Se a questo si aggiunge che i ricchi e le multinazionali negli Stati Uniti pagano sempre meno tasse, osserva Sarah Jaffe, risulta che il super-evasore è un “cliente” che si fa di tutto per attirare. Chi sta favorendo questo processo? «I nomi che vengono fuori quando si spulcia nei dati sono familiari: Goldman Sachs, Ubs e Credit Suisse sono i primi tre, mentre Bank of America, Wells Fargo e Jp Morgan Chase rientrano tutti nella Top-10». I più noti colossi finanziari, afferma James Henry, sono tutti attori-chiave in molti paradisi fiscali in giro per il mondo e sono fondamentali nel sostenere il sistema globale d’ingiustizia fiscale». Alla fine del 2010, le prime 50 banche private amministravano circa 12.000 miliardi in patrimoni investiti oltre frontiera per i loro clienti: più del doppio rispetto al 2005, con una crescita annuale di oltre il 16%.

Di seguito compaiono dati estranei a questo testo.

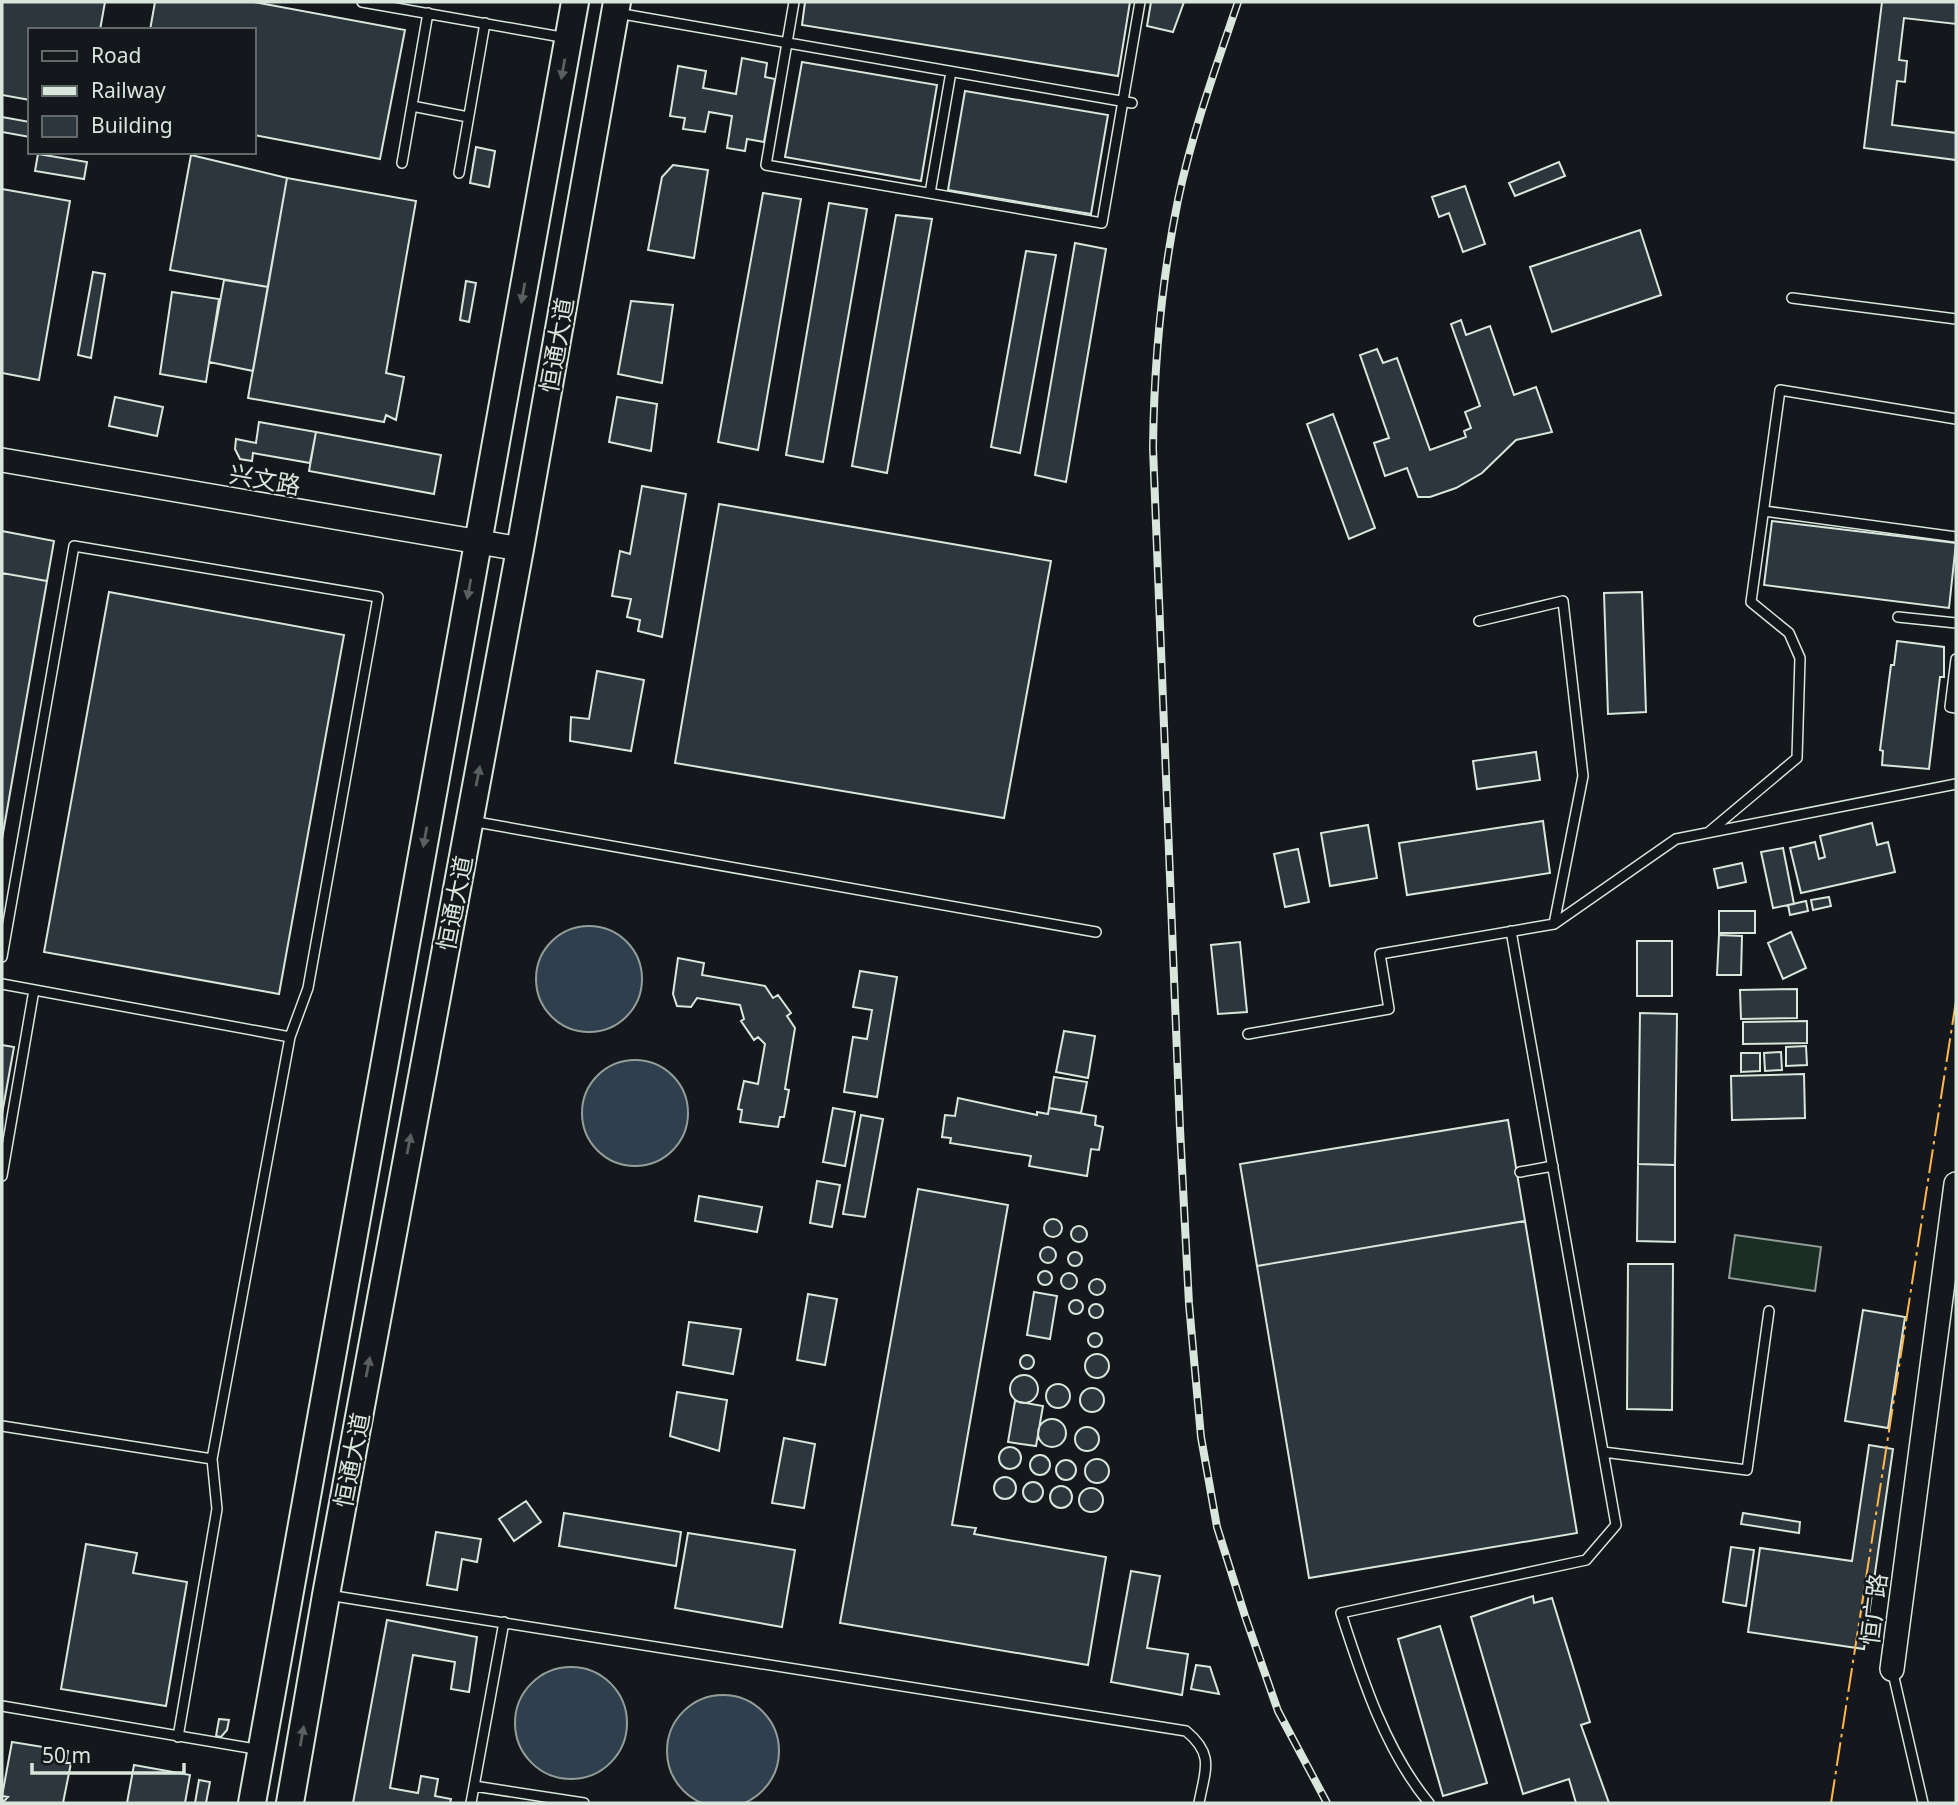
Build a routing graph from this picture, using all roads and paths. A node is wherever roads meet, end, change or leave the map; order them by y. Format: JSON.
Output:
{"nodes":[{"id":1,"x":362,"y":2,"type":"edge"},
{"id":2,"x":575,"y":2,"type":"edge"},
{"id":3,"x":794,"y":2,"type":"edge"},
{"id":4,"x":1140,"y":2,"type":"edge"},
{"id":5,"x":616,"y":7,"type":"edge"},
{"id":6,"x":428,"y":13,"type":"junction"},
{"id":7,"x":485,"y":23,"type":"junction"},
{"id":8,"x":569,"y":38,"type":"junction"},
{"id":9,"x":787,"y":43,"type":"junction"},
{"id":10,"x":951,"y":72,"type":"junction"},
{"id":11,"x":1127,"y":103,"type":"junction"},
{"id":12,"x":412,"y":106,"type":"junction"},
{"id":13,"x":468,"y":117,"type":"junction"},
{"id":14,"x":402,"y":163,"type":"dead end"},
{"id":15,"x":459,"y":173,"type":"dead end"},
{"id":16,"x":930,"y":193,"type":"junction"},
{"id":17,"x":1792,"y":298,"type":"dead end"},
{"id":18,"x":1956,"y":319,"type":"edge"},
{"id":19,"x":1956,"y":419,"type":"edge"},
{"id":20,"x":2,"y":460,"type":"edge"},
{"id":21,"x":1764,"y":511,"type":"junction"},
{"id":22,"x":1956,"y":537,"type":"edge"},
{"id":23,"x":478,"y":541,"type":"junction"},
{"id":24,"x":520,"y":549,"type":"junction"},
{"id":25,"x":1898,"y":617,"type":"dead end"},
{"id":26,"x":1479,"y":621,"type":"dead end"},
{"id":27,"x":1956,"y":623,"type":"edge"},
{"id":28,"x":1956,"y":659,"type":"edge"},
{"id":29,"x":1956,"y":708,"type":"edge"},
{"id":30,"x":1956,"y":784,"type":"edge"},
{"id":31,"x":470,"y":821,"type":"junction"},
{"id":32,"x":1708,"y":833,"type":"junction"},
{"id":33,"x":1554,"y":924,"type":"junction"},
{"id":34,"x":1511,"y":931,"type":"junction"},
{"id":35,"x":1096,"y":933,"type":"dead end"},
{"id":36,"x":2,"y":957,"type":"edge"},
{"id":37,"x":2,"y":984,"type":"edge"},
{"id":38,"x":34,"y":990,"type":"junction"},
{"id":39,"x":1248,"y":1034,"type":"dead end"},
{"id":40,"x":290,"y":1037,"type":"junction"},
{"id":41,"x":1553,"y":1166,"type":"junction"},
{"id":42,"x":1520,"y":1172,"type":"dead end"},
{"id":43,"x":2,"y":1177,"type":"edge"},
{"id":44,"x":1956,"y":1185,"type":"edge"},
{"id":45,"x":1956,"y":1301,"type":"edge"},
{"id":46,"x":1769,"y":1311,"type":"dead end"},
{"id":47,"x":2,"y":1426,"type":"edge"},
{"id":48,"x":1603,"y":1452,"type":"junction"},
{"id":49,"x":212,"y":1459,"type":"junction"},
{"id":50,"x":326,"y":1595,"type":"junction"},
{"id":51,"x":504,"y":1622,"type":"junction"},
{"id":52,"x":1892,"y":1669,"type":"junction"},
{"id":53,"x":2,"y":1706,"type":"edge"},
{"id":54,"x":178,"y":1737,"type":"junction"},
{"id":55,"x":262,"y":1750,"type":"junction"},
{"id":56,"x":474,"y":1786,"type":"junction"},
{"id":57,"x":252,"y":1803,"type":"edge"},
{"id":58,"x":290,"y":1803,"type":"edge"},
{"id":59,"x":471,"y":1803,"type":"edge"},
{"id":60,"x":584,"y":1803,"type":"edge"},
{"id":61,"x":1199,"y":1803,"type":"edge"},
{"id":62,"x":1429,"y":1803,"type":"edge"},
{"id":63,"x":1923,"y":1803,"type":"edge"}],
"edges":[{"from":1,"to":6,"type":"lane"},
{"from":2,"to":8,"type":"main road","name":"恒通大道"},
{"from":3,"to":9,"type":"lane"},
{"from":4,"to":11,"type":"lane"},
{"from":5,"to":9,"type":"lane"},
{"from":5,"to":24,"type":"main road","name":"恒通大道"},
{"from":6,"to":7,"type":"lane"},
{"from":6,"to":12,"type":"lane"},
{"from":7,"to":8,"type":"lane"},
{"from":7,"to":13,"type":"lane"},
{"from":8,"to":23,"type":"main road","name":"恒通大道","one_way":true},
{"from":9,"to":10,"type":"lane"},
{"from":9,"to":16,"type":"lane"},
{"from":10,"to":11,"type":"lane"},
{"from":10,"to":16,"type":"lane"},
{"from":11,"to":16,"type":"lane"},
{"from":12,"to":13,"type":"lane"},
{"from":12,"to":14,"type":"lane"},
{"from":13,"to":15,"type":"lane"},
{"from":17,"to":18,"type":"lane"},
{"from":19,"to":21,"type":"lane"},
{"from":20,"to":23,"type":"street","name":"兴文路"},
{"from":21,"to":22,"type":"lane"},
{"from":21,"to":32,"type":"lane"},
{"from":23,"to":24,"type":"street","name":"兴文路"},
{"from":23,"to":55,"type":"main road","name":"恒通大道","one_way":true},
{"from":31,"to":24,"type":"main road","name":"恒通大道","one_way":true},
{"from":25,"to":27,"type":"lane"},
{"from":26,"to":33,"type":"lane"},
{"from":28,"to":29,"type":"lane"},
{"from":30,"to":32,"type":"lane"},
{"from":31,"to":35,"type":"lane"},
{"from":50,"to":31,"type":"main road","name":"恒通大道","one_way":true},
{"from":32,"to":33,"type":"lane"},
{"from":33,"to":34,"type":"lane"},
{"from":34,"to":39,"type":"lane"},
{"from":34,"to":41,"type":"lane"},
{"from":36,"to":40,"type":"lane"},
{"from":37,"to":38,"type":"lane"},
{"from":38,"to":40,"type":"lane"},
{"from":38,"to":43,"type":"lane"},
{"from":40,"to":49,"type":"lane"},
{"from":41,"to":42,"type":"lane"},
{"from":41,"to":48,"type":"lane"},
{"from":44,"to":52,"type":"street","name":"恒广路"},
{"from":45,"to":52,"type":"street","name":"恒广路"},
{"from":46,"to":48,"type":"lane"},
{"from":47,"to":49,"type":"lane"},
{"from":48,"to":62,"type":"lane"},
{"from":49,"to":54,"type":"lane"},
{"from":50,"to":51,"type":"lane"},
{"from":58,"to":50,"type":"main road","name":"恒通大道","one_way":true},
{"from":51,"to":56,"type":"lane"},
{"from":51,"to":61,"type":"lane"},
{"from":52,"to":63,"type":"lane"},
{"from":53,"to":54,"type":"lane"},
{"from":54,"to":55,"type":"lane"},
{"from":55,"to":57,"type":"main road","name":"恒通大道"},
{"from":56,"to":59,"type":"lane"},
{"from":56,"to":60,"type":"lane"}]}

«Dalle banche alle aziende di consulenza fiscale, agli studi legali internazionali, alcuni degli affari più grossi del mondo sono legati alla fabbrica dell’elusione fiscale globale», scrive sul “Guardian” la studiosa di finanza Lydia Prieg, già trader di Goldman Sachs. «Queste aziende non sono enti morali che possiamo rimproverare per fargli pagare la loro parte: la loro funzione è massimizzare i loro profitti e quelli dei loro clienti». Fino agli ultimi anni del 2000, rileva ancora lo stesso Henry, il tipico giudizio dei capitalisti rampanti era: che cosa potrebbe essere più sicuro delle banche statunitensi, svizzere e britanniche, notoriamente “troppo grandi per fallire”?. Ma attenzione: senza i salvataggi arrivati con la crisi finanziaria del 2008, molte di queste banche che stanno nascondendo i soldi degli ultra-ricchi non esisterebbero più. I miliardari si rivolgono alle grandi banche proprio perché danno per scontato l’appoggio governativo a queste ultime.

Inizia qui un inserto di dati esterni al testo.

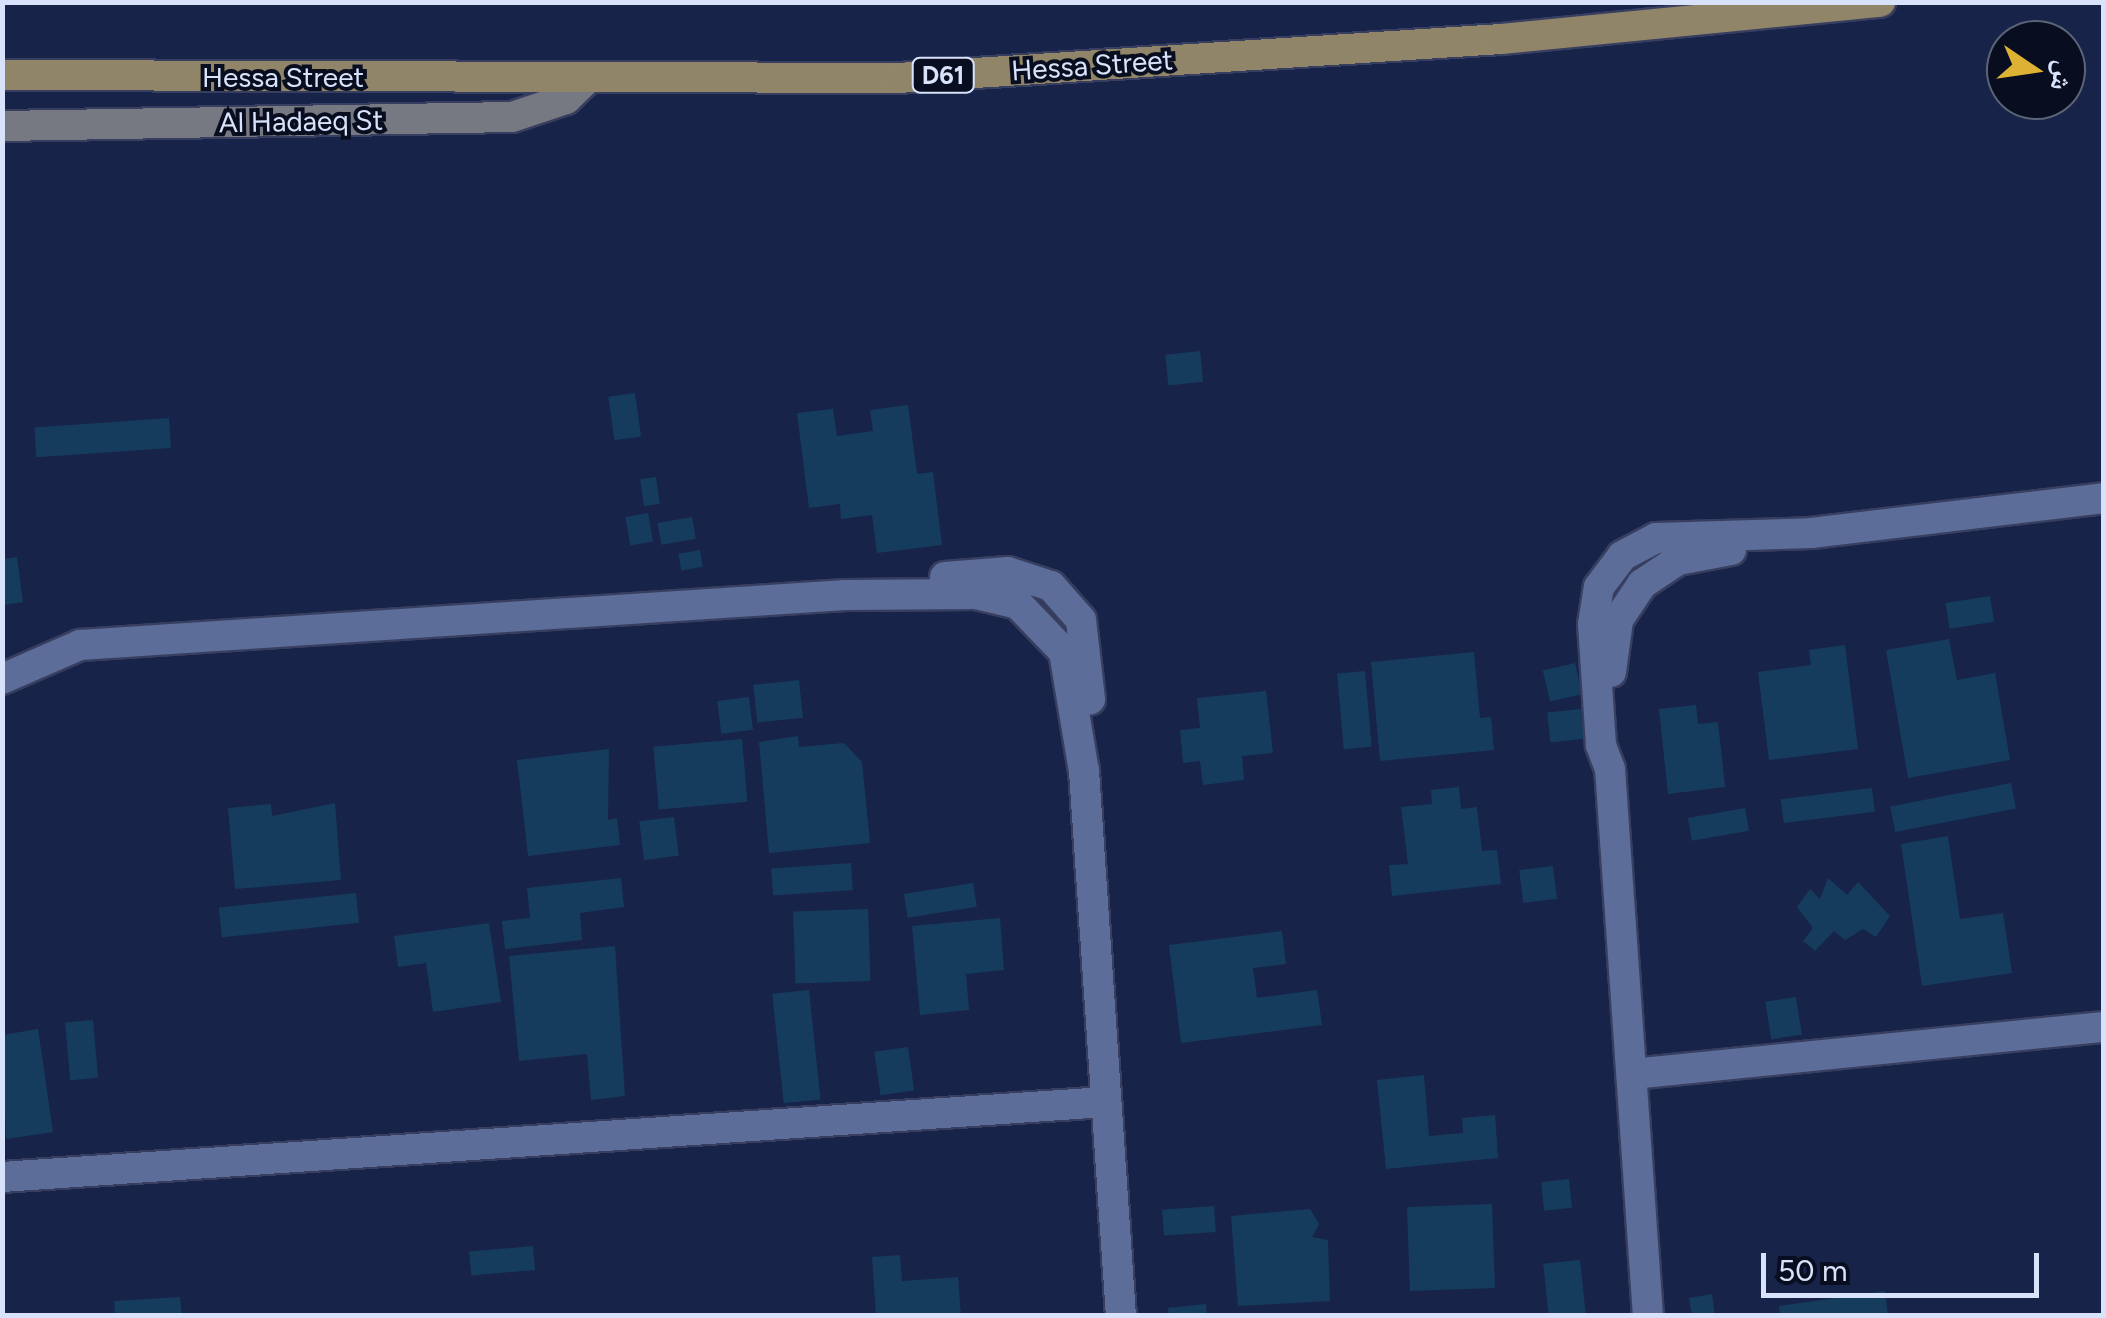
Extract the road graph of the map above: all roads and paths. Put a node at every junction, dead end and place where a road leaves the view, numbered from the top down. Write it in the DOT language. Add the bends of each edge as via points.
graph roads {
  1 [pos="1880,2"];
  2 [pos="2,76"];
  3 [pos="587,79"];
  4 [pos="2,126"];
  5 [pos="2104,498"];
  6 [pos="2,679"];
  7 [pos="2104,1027"];
  8 [pos="1632,1074"];
  9 [pos="1106,1102"];
  10 [pos="2,1177"];
  11 [pos="1121,1316"];
  12 [pos="1648,1316"];
  1 -- 3 [label="main road, Hessa Street / D61" via="1501,40 898,78"];
  2 -- 3 [label="main road, Hessa Street / D61"];
  3 -- 4 [label="street, Al Hadaeq St" via="566,99 512,117"];
  5 -- 8 [label="street" via="1811,533 1656,538 1609,570 1593,624"];
  6 -- 9 [label="street" via="80,645 845,594 874,582 1008,572 1052,586 1087,643 1092,740 1084,771"];
  7 -- 8 [label="street"];
  8 -- 12 [label="street"];
  9 -- 10 [label="street"];
  9 -- 11 [label="street"];
}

Risultato: la ricchezza che sparisce dai bilanci ufficiali altera le politiche sociali, aggravando le diseguaglianze. Fino a trasformare in “poveri” molti paesi che invece sarebbero ricchissimi: nel solo 2010, ben 139 Stati considerati a basso reddito hanno accumulato un debito di 4.000 miliardi, ma se si tenesse conto di tutto il denaro detenuto offshore, questi paesi avrebbero un saldo attivo di 10.000 miliardi. «Una volta considerati questi patrimoni offshore e i guadagni che essi producono – dice Henry – molti paesi definiti come debitori si rivelano essere in realtà ricchi. Ma il problema è che la loro ricchezza è offshore, nelle mani delle loro élite e dei loro banchieri privati». Da oltre dieci anni, poi, il paesi “in via di sviluppo” sono rivelati creditori di quelli più avanzati: e l’onere ricade per intero sulle spalle dei lavoratori di quei paesi, che non possono avvantaggiarsi di sofisticati scudi fiscali. Nonostante la crisi dei debiti sovrani che sta dilaniando il vecchio continente, secondo l’economista francese Thomas Piketty «la ricchezza detenuta nei paradisi fiscali è probabilmente sufficiente a trasformare l’Europa in un grosso creditore netto nei confronti del resto del mondo».